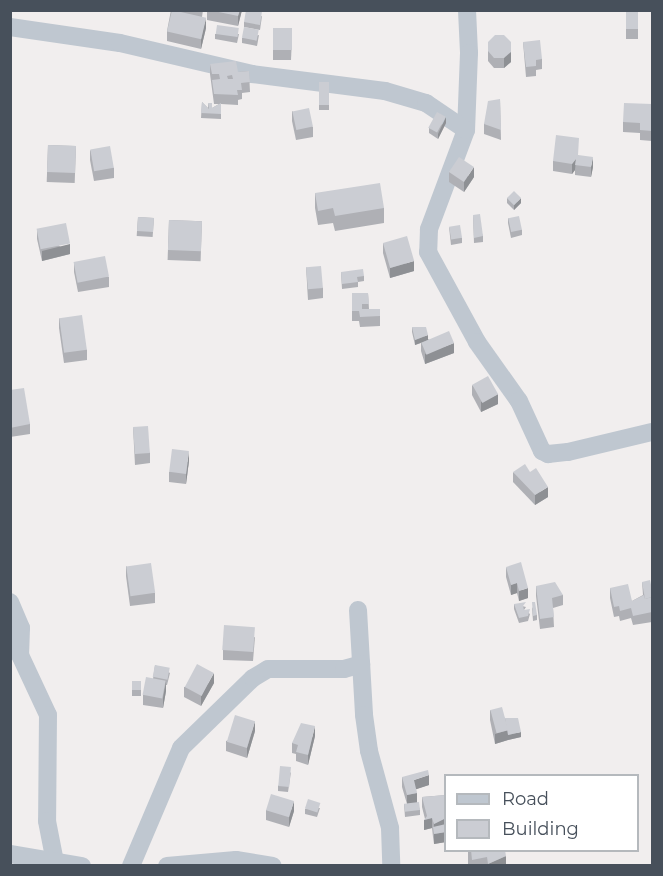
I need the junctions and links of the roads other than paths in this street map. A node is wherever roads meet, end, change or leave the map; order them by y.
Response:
1 (466, 10) edge
2 (10, 27) edge
3 (466, 130) junction
4 (652, 432) edge
5 (10, 602) edge
6 (358, 610) dead end
7 (361, 664) junction
8 (10, 854) edge
9 (54, 858) junction
10 (82, 866) edge
11 (130, 866) edge
12 (167, 866) edge
13 (273, 866) edge
14 (391, 866) edge

1 - 3 street
2 - 3 street
3 - 4 street
5 - 9 street
6 - 7 street
7 - 11 street
7 - 14 street
8 - 9 street
9 - 10 street
12 - 13 street

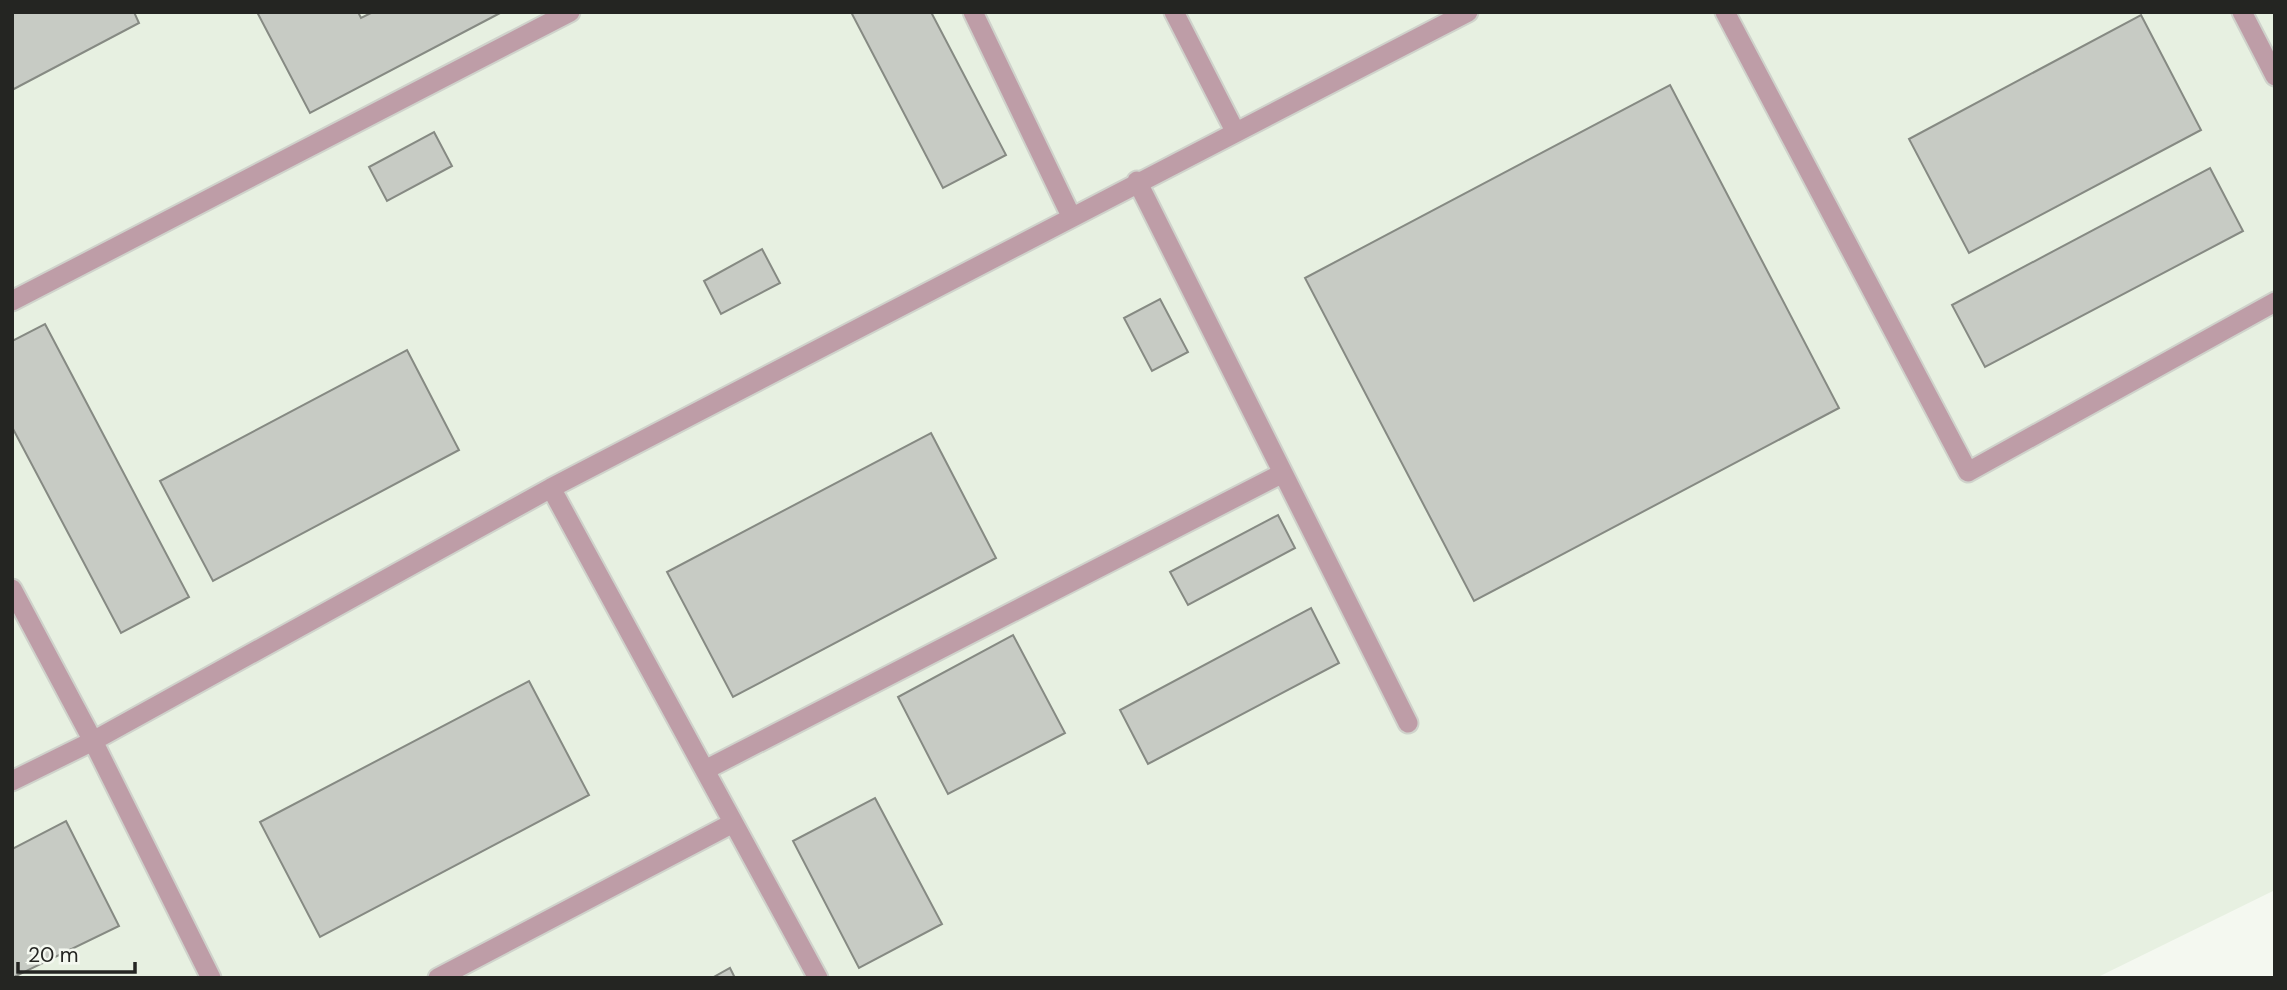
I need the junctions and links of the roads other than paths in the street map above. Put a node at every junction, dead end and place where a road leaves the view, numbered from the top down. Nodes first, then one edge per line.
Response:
1 (570, 12) edge
2 (973, 12) edge
3 (1174, 12) edge
4 (1468, 12) edge
5 (1725, 12) edge
6 (2242, 12) edge
7 (2275, 76) edge
8 (1235, 131) junction
9 (1137, 181) junction
10 (1071, 216) junction
11 (12, 301) edge
12 (2275, 302) edge
13 (1283, 473) junction
14 (551, 488) junction
15 (12, 589) edge
16 (1408, 723) dead end
17 (93, 740) junction
18 (705, 770) junction
19 (12, 781) edge
20 (733, 823) junction
21 (211, 978) edge
22 (438, 978) edge
23 (818, 978) edge

1 - 11 lane
2 - 10 lane
3 - 8 lane
4 - 8 lane
5 - 12 lane
6 - 7 lane
8 - 9 lane
9 - 10 lane
9 - 13 lane
10 - 14 lane
13 - 16 lane
13 - 18 lane
14 - 17 lane
14 - 18 lane
15 - 17 lane
17 - 19 lane
17 - 21 lane
18 - 20 lane
20 - 22 lane
20 - 23 lane

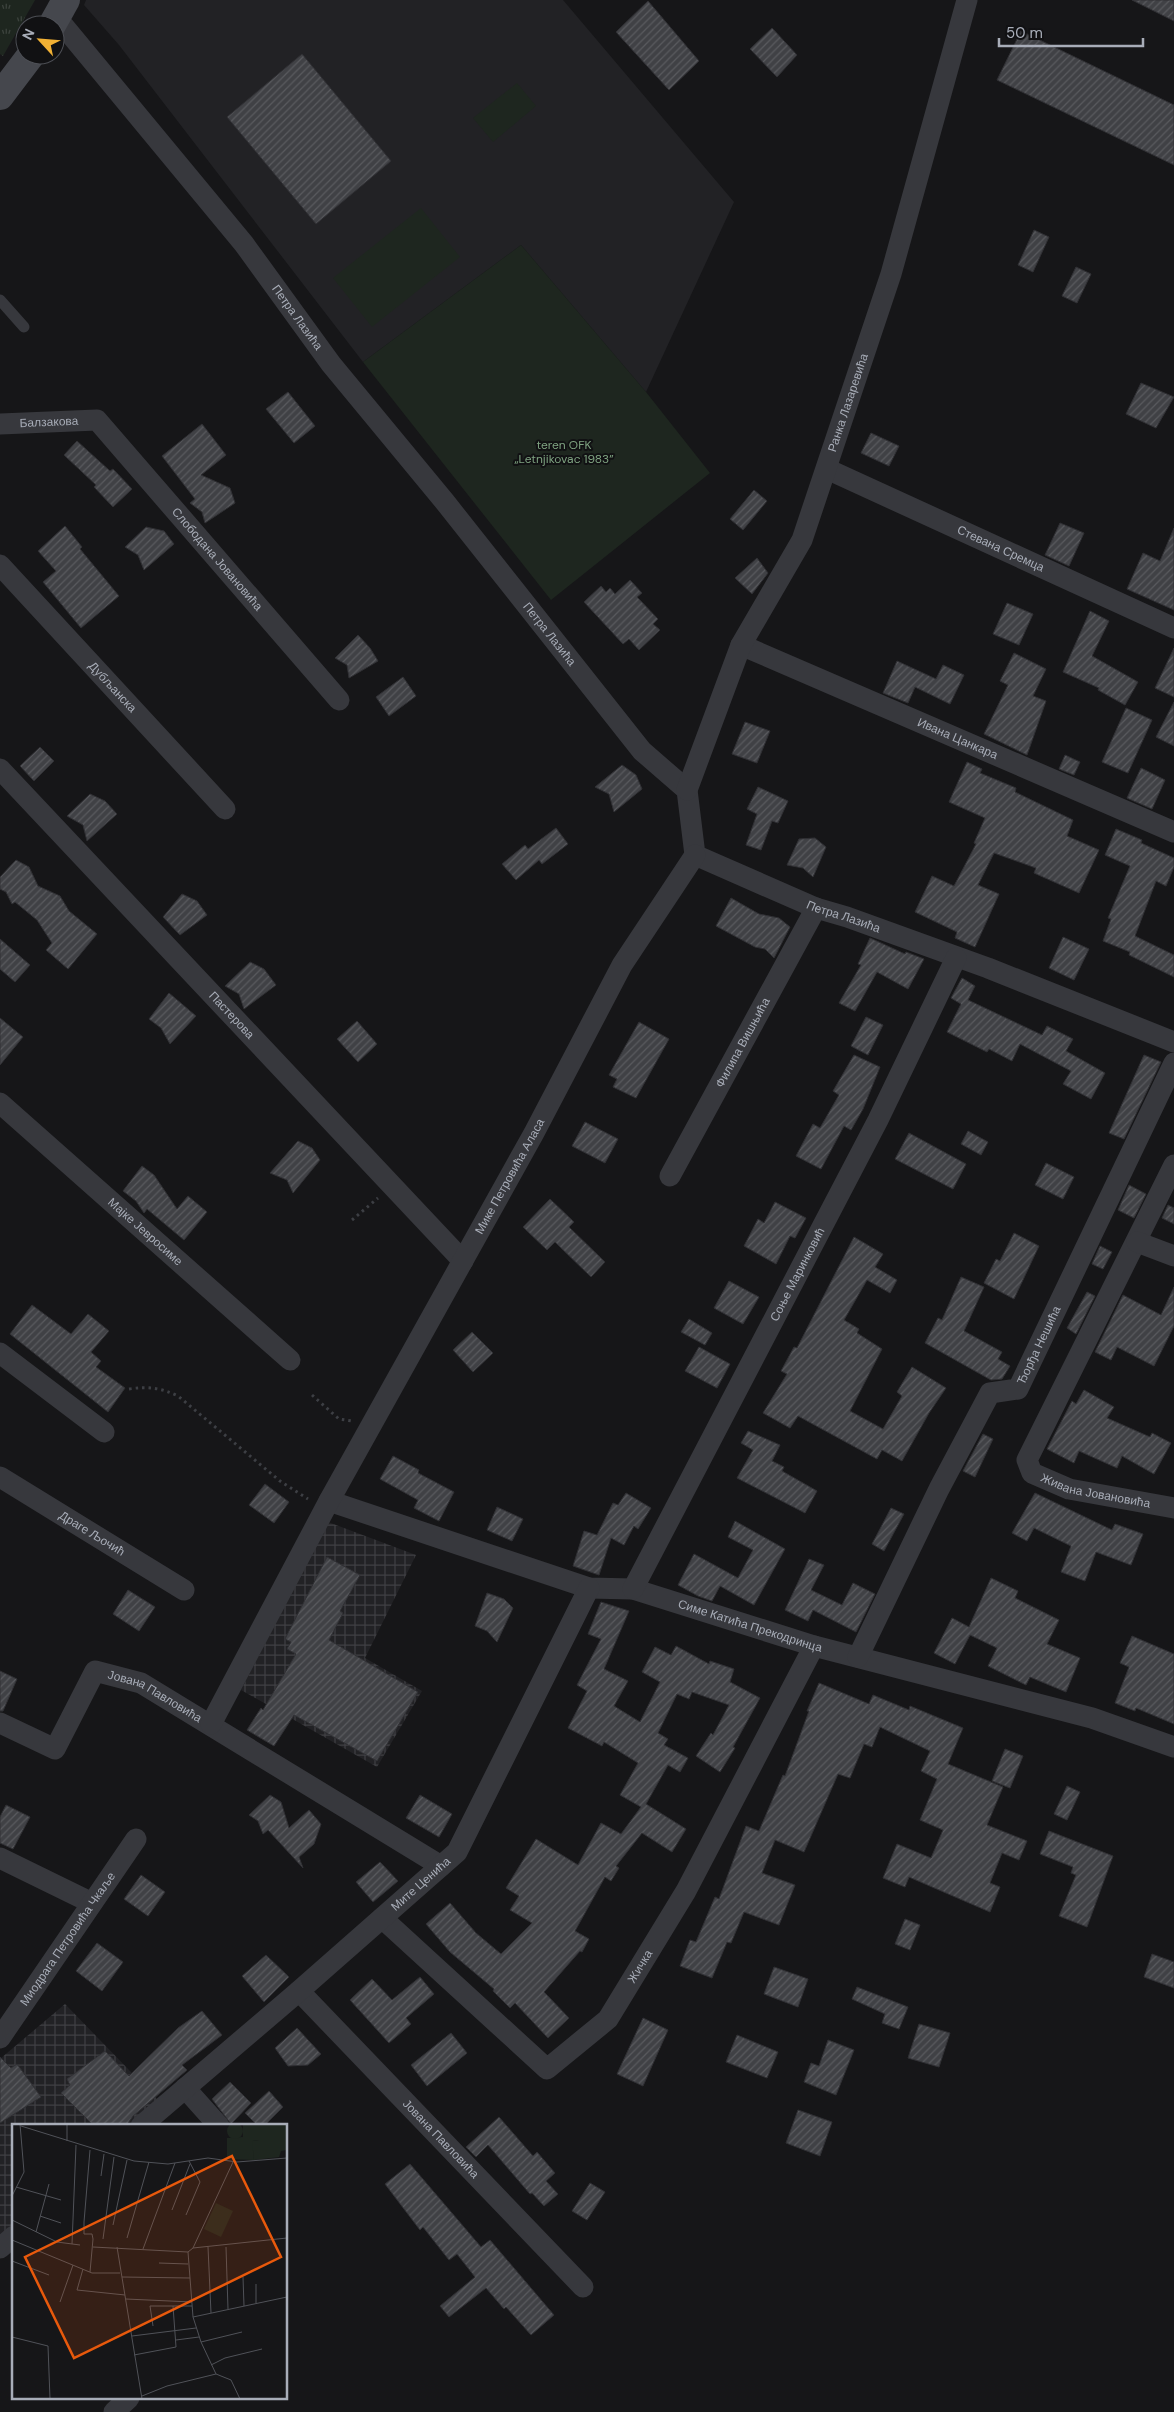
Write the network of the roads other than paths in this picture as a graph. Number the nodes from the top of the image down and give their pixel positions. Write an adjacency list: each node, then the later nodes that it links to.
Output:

Exercise goal: Each line above gets copied exactly; leave the pictures out.

Completed task:
I need the junctions and links of the roads other than paths in this street map. A node is wherever roads meet, end, change or leave the map; order them by y.
Response:
1 (466, 10) edge
2 (10, 27) edge
3 (466, 130) junction
4 (652, 432) edge
5 (10, 602) edge
6 (358, 610) dead end
7 (361, 664) junction
8 (10, 854) edge
9 (54, 858) junction
10 (82, 866) edge
11 (130, 866) edge
12 (167, 866) edge
13 (273, 866) edge
14 (391, 866) edge

1 - 3 street
2 - 3 street
3 - 4 street
5 - 9 street
6 - 7 street
7 - 11 street
7 - 14 street
8 - 9 street
9 - 10 street
12 - 13 street

I need the junctions and links of the roads other than paths in the street map above. Put a node at every junction, dead end and place where a road leaves the view, numbered from the top down. Nodes first, then one edge per line.
Response:
1 (570, 12) edge
2 (973, 12) edge
3 (1174, 12) edge
4 (1468, 12) edge
5 (1725, 12) edge
6 (2242, 12) edge
7 (2275, 76) edge
8 (1235, 131) junction
9 (1137, 181) junction
10 (1071, 216) junction
11 (12, 301) edge
12 (2275, 302) edge
13 (1283, 473) junction
14 (551, 488) junction
15 (12, 589) edge
16 (1408, 723) dead end
17 (93, 740) junction
18 (705, 770) junction
19 (12, 781) edge
20 (733, 823) junction
21 (211, 978) edge
22 (438, 978) edge
23 (818, 978) edge

1 - 11 lane
2 - 10 lane
3 - 8 lane
4 - 8 lane
5 - 12 lane
6 - 7 lane
8 - 9 lane
9 - 10 lane
9 - 13 lane
10 - 14 lane
13 - 16 lane
13 - 18 lane
14 - 17 lane
14 - 18 lane
15 - 17 lane
17 - 19 lane
17 - 21 lane
18 - 20 lane
20 - 22 lane
20 - 23 lane

Write the network of the roads other than paths in this picture as a graph. Number the nodes from the top of the image down and give their pixel positions. Write an adjacency list: each node, then the later nodes that it links to.
Output:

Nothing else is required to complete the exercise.